I was inspired by Mourner's data load test, (where I took the code for the boxes) which is all well and good if we want to do all the calculations in one worker, but what if we want to divide it up amongst several workers for processing?
Easy you say, you'll open some more workers inside your worker, but alas chrome hasn't gotten around to to implementing nested worker, you're probably going to have to transfer it back to the main thread first.
Before we go any farther, we're going to be working with a massive 28MiB(12MiB gziped) text file, I'd hit the button to download dictionary now. The file in question is Webster's Unabridged English Dictionary originally from project gutenberg, but I grabbed it from this repo
The problem is that transferring between threads is a blocking operation, once the dictionary is done loading you'll see a button marked "Transfer with structured clone" hit it while looking at the boxes, you'll notice them jump. Here is where transferable objects come in, for certain JavaScript data types (array buffers) we can transfer ownership, this is slightly different from sending messages as the object is no longer available in the original context, to see this in action click it the button marked "Transfer with transferable objects" and again look at the boxes, no jump for me at least.
We've actually done some preprocessing on the object so were actually transferring ownership of about 5000 separate typed arrays which slows things down, if you're curious you can , for me the prepossessing increased the time it took to transfer by about 42%.
The down side of transferable objects is one I hinted at earlier, you can only use it with array buffers(and message ports but I'm not sure that's implemented/what they are). Array buffers are the basis of typed arrays, buffers are abstract containers for bytes and typed arrays are representations with various byte lengths it is a non trivial task to convert a typed array back to text. With the array buffer version we turned the text into unsigned 16 bit integers, I'd give you a demo of trying to convert it back in one go but it fills up the heap and crashes your browser.
So instead we cut the text up into about 5000 pieces, to make it even we cut both the text and the array buffer version into arrays with the same number of pieces, then we fire up some more workers and start handing out those pieces to them for a mapreduce of letter frequencies.
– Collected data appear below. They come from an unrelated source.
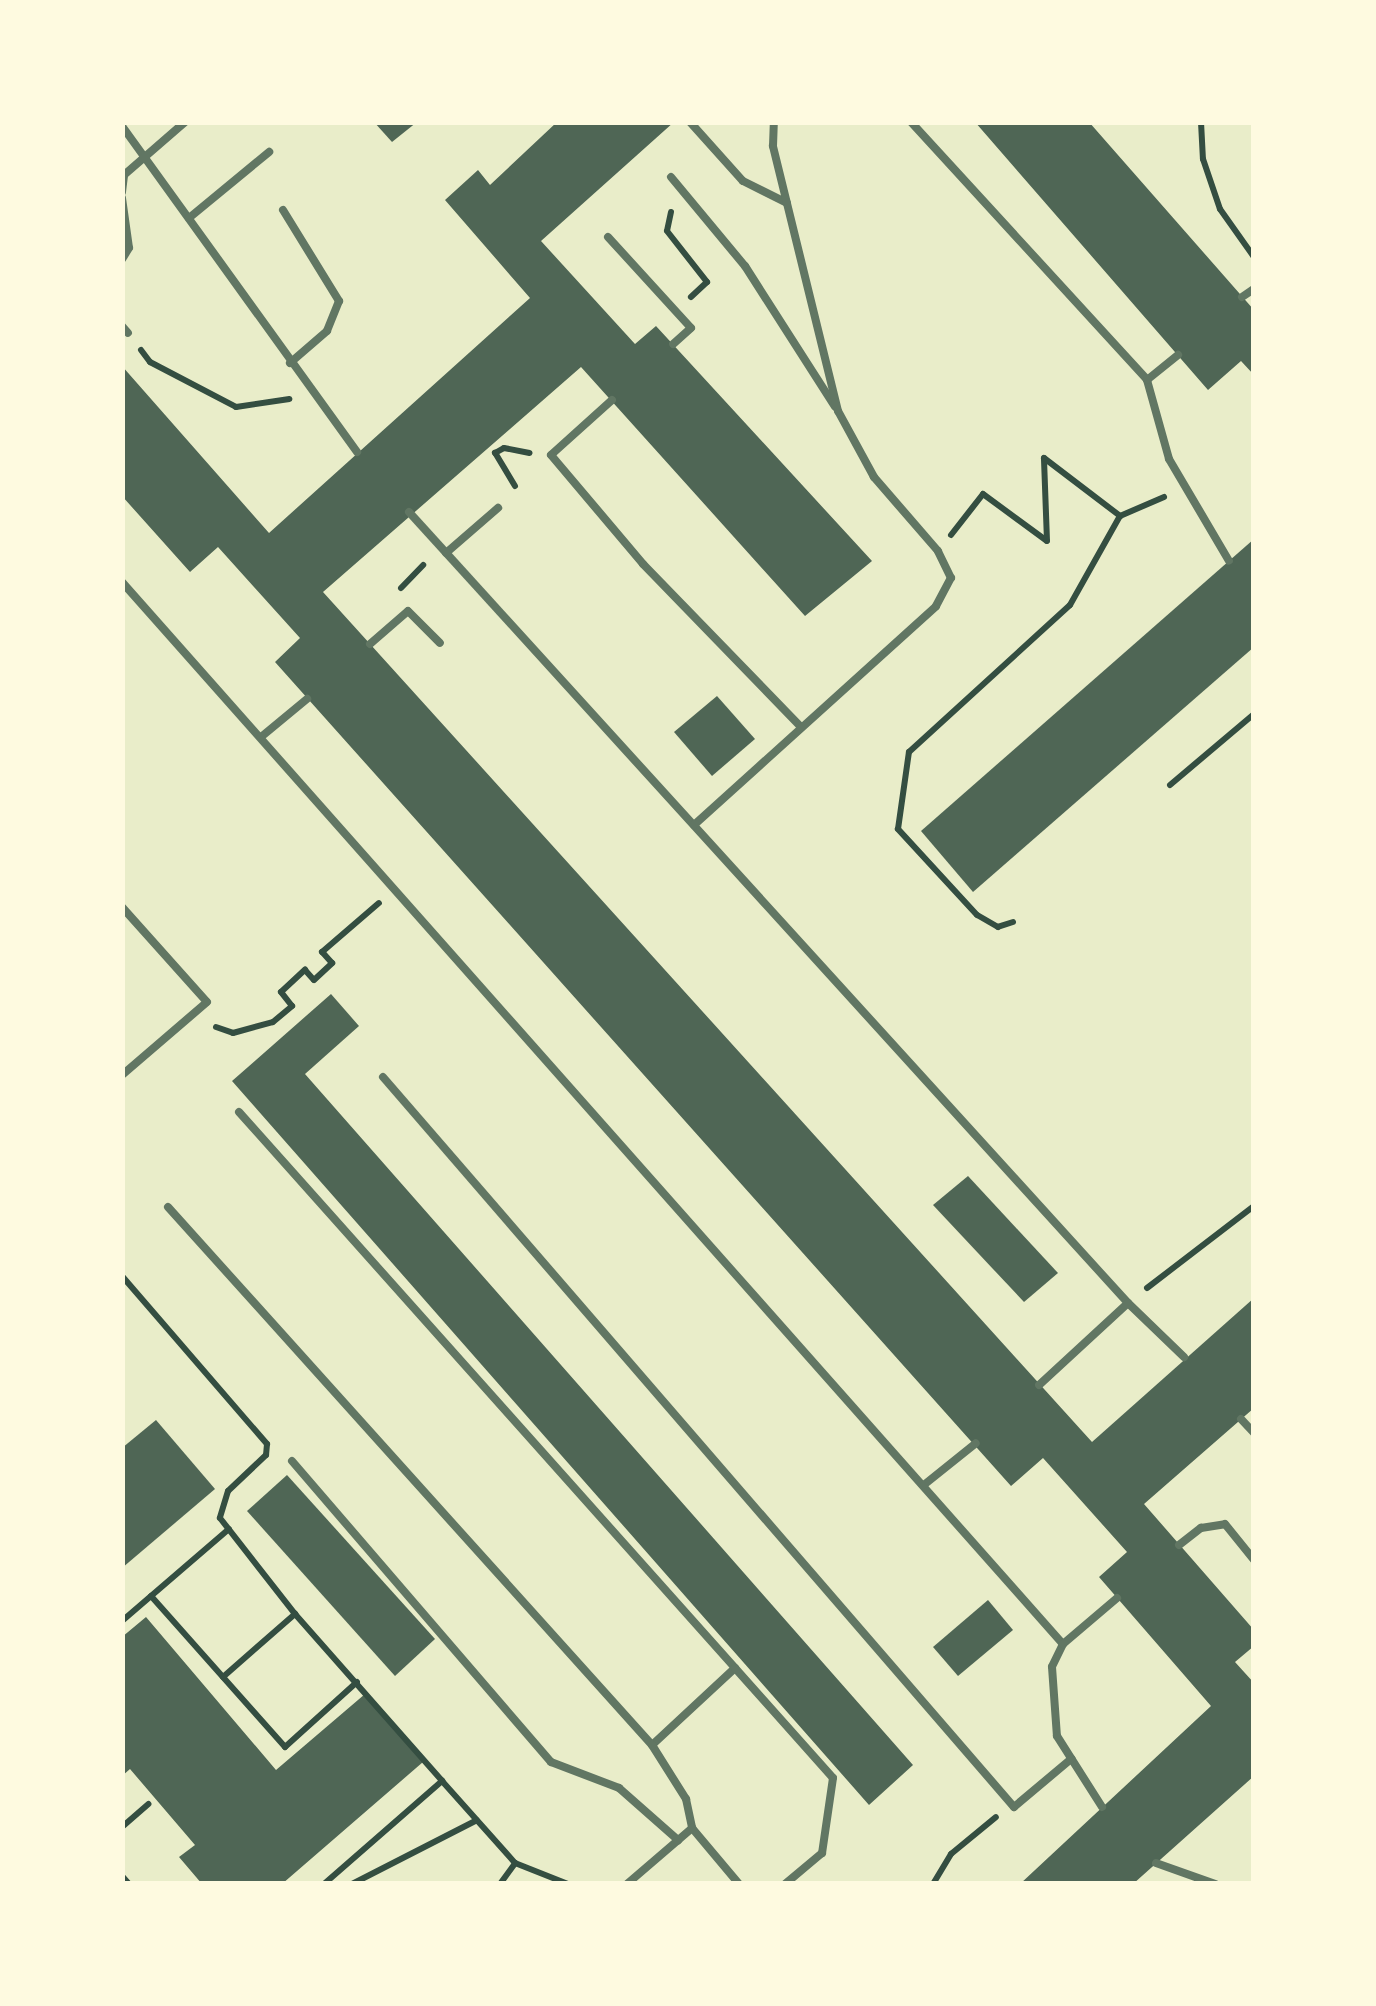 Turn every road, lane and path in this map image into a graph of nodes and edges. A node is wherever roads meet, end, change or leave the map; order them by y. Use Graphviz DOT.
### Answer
graph roads {
  1 [pos="184,122"];
  2 [pos="690,122"];
  3 [pos="774,122"];
  4 [pos="912,122"];
  5 [pos="1202,122"];
  6 [pos="122,126"];
  7 [pos="269,152"];
  8 [pos="146,156"];
  9 [pos="671,176"];
  10 [pos="122,195"];
  11 [pos="787,204"];
  12 [pos="283,210"];
  13 [pos="189,218"];
  14 [pos="608,237"];
  15 [pos="673,237"];
  16 [pos="1254,257"];
  17 [pos="122,258"];
  18 [pos="699,266"];
  19 [pos="1254,288"];
  20 [pos="1242,298"];
  21 [pos="673,344"];
  22 [pos="1178,355"];
  23 [pos="150,362"];
  24 [pos="290,363"];
  25 [pos="1146,380"];
  26 [pos="309,390"];
  27 [pos="612,400"];
  28 [pos="838,411"];
  29 [pos="357,452"];
  30 [pos="551,455"];
  31 [pos="500,470"];
  32 [pos="1184,488"];
  33 [pos="498,508"];
  34 [pos="409,512"];
  35 [pos="1120,516"];
  36 [pos="938,551"];
  37 [pos="446,552"];
  38 [pos="430,559"];
  39 [pos="1229,560"];
  40 [pos="408,577"];
  41 [pos="122,582"];
  42 [pos="440,643"];
  43 [pos="370,644"];
  44 [pos="307,699"];
  45 [pos="1254,714"];
  46 [pos="801,727"];
  47 [pos="261,737"];
  48 [pos="1170,785"];
  49 [pos="694,826"];
  50 [pos="122,908"];
  51 [pos="370,910"];
  52 [pos="1013,922"];
  53 [pos="196,1013"];
  54 [pos="122,1075"];
  55 [pos="383,1077"];
  56 [pos="240,1112"];
  57 [pos="1254,1206"];
  58 [pos="168,1207"];
  59 [pos="122,1276"];
  60 [pos="1128,1302"];
  61 [pos="1184,1357"];
  62 [pos="1039,1385"];
  63 [pos="1241,1419"];
  64 [pos="1254,1433"];
  65 [pos="976,1443"];
  66 [pos="292,1461"];
  67 [pos="925,1484"];
  68 [pos="229,1529"];
  69 [pos="1179,1544"];
  70 [pos="1254,1560"];
  71 [pos="152,1596"];
  72 [pos="1117,1598"];
  73 [pos="295,1614"];
  74 [pos="122,1622"];
  75 [pos="1062,1644"];
  76 [pos="735,1668"];
  77 [pos="224,1677"];
  78 [pos="357,1682"];
  79 [pos="652,1744"];
  80 [pos="1070,1759"];
  81 [pos="442,1781"];
  82 [pos="148,1804"];
  83 [pos="1014,1806"];
  84 [pos="1102,1807"];
  85 [pos="477,1820"];
  86 [pos="122,1826"];
  87 [pos="692,1828"];
  88 [pos="678,1840"];
  89 [pos="515,1863"];
  90 [pos="1156,1863"];
  91 [pos="122,1876"];
  92 [pos="932,1882"];
  93 [pos="129,1884"];
  94 [pos="324,1884"];
  95 [pos="352,1884"];
  96 [pos="500,1884"];
  97 [pos="568,1884"];
  98 [pos="627,1884"];
  99 [pos="739,1884"];
  100 [pos="784,1884"];
  101 [pos="1215,1884"];
  1 -- 8 [label="lane"];
  2 -- 11 [label="lane"];
  3 -- 11 [label="lane"];
  4 -- 25 [label="lane"];
  5 -- 16 [label="path"];
  6 -- 8 [label="lane"];
  7 -- 13 [label="lane"];
  8 -- 10 [label="lane"];
  8 -- 13 [label="lane"];
  9 -- 28 [label="lane"];
  10 -- 17 [label="lane"];
  11 -- 28 [label="lane"];
  12 -- 24 [label="lane"];
  13 -- 24 [label="lane"];
  14 -- 21 [label="lane"];
  15 -- 18 [label="path"];
  19 -- 20 [label="lane"];
  22 -- 25 [label="lane"];
  23 -- 26 [label="path"];
  24 -- 26 [label="lane"];
  25 -- 32 [label="lane"];
  26 -- 29 [label="lane"];
  27 -- 30 [label="lane"];
  28 -- 36 [label="lane"];
  30 -- 31 [label="path"];
  30 -- 46 [label="lane"];
  32 -- 35 [label="path"];
  32 -- 39 [label="lane"];
  33 -- 37 [label="lane"];
  34 -- 37 [label="lane"];
  35 -- 36 [label="path"];
  35 -- 52 [label="path"];
  36 -- 46 [label="lane"];
  37 -- 49 [label="lane"];
  38 -- 40 [label="path"];
  41 -- 47 [label="lane"];
  42 -- 43 [label="lane"];
  44 -- 47 [label="lane"];
  45 -- 48 [label="path"];
  46 -- 49 [label="lane"];
  47 -- 67 [label="lane"];
  49 -- 60 [label="lane"];
  50 -- 53 [label="lane"];
  51 -- 53 [label="path"];
  53 -- 54 [label="lane"];
  55 -- 83 [label="lane"];
  56 -- 76 [label="lane"];
  57 -- 60 [label="path"];
  58 -- 79 [label="lane"];
  59 -- 68 [label="path"];
  60 -- 61 [label="lane"];
  60 -- 62 [label="lane"];
  63 -- 64 [label="lane"];
  65 -- 67 [label="lane"];
  66 -- 88 [label="lane"];
  67 -- 75 [label="lane"];
  68 -- 71 [label="path"];
  68 -- 73 [label="path"];
  69 -- 70 [label="lane"];
  71 -- 74 [label="path"];
  71 -- 77 [label="path"];
  72 -- 75 [label="lane"];
  73 -- 77 [label="path"];
  73 -- 78 [label="path"];
  75 -- 80 [label="lane"];
  76 -- 79 [label="lane"];
  76 -- 100 [label="lane"];
  77 -- 78 [label="path"];
  78 -- 81 [label="path"];
  79 -- 87 [label="lane"];
  80 -- 83 [label="lane"];
  80 -- 84 [label="lane"];
  81 -- 85 [label="path"];
  81 -- 94 [label="path"];
  82 -- 86 [label="path"];
  83 -- 92 [label="path"];
  85 -- 89 [label="path"];
  85 -- 95 [label="path"];
  87 -- 88 [label="lane"];
  87 -- 99 [label="lane"];
  88 -- 98 [label="lane"];
  89 -- 96 [label="path"];
  89 -- 97 [label="path"];
  90 -- 101 [label="lane"];
  91 -- 93 [label="path"];
}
We send a piece to one of the map workers, it computes an object with with the numbers for each letter which it sends back, we send that to the reducer function and send the map function a new piece. Once we are out of data and we shut down the map workers and ask the reducer for its data.
Results, updated 2. After a massive optimization effort which involved going through and replacing all of the map and forEach loops with while loops, holding off converting back from CharCode to until we are all the way reduced, clears up the results dramatically, transferable objects is dramatically faster to the point that it takes approximately the same amount of time to transfer the structured clone as it does to parse the transferable object.This is on my desktop, on my nexus 10 tablet I get the opposite results with single threaded fastest and transferable objects slowest.
I've noticed that workers are extremely poorly documented on MDN (update not the case anymore ... your welcome) and HTML5 rocks has a few omissions, namely, worker.postMessage is unprefixed for transferable objects (i.e. not worker.webkitPostMessage), it also works fine in FireFox, blob builder is no longer with us, you can just use Blob, the Chromium still does not allow subworkers, and IE10 which in theory should work fine has security restriction if you try to open a worker from a blob url, lastly it is a okay to send circular references to a worker, they are stringified using structured clone, not JSON.stringify.
In case you're curious all the way on the right is a version that just does it single threaded in the worker, update with a better written function doesn't take a huge amount of time, still slower though.
This has has been built with my catiline library.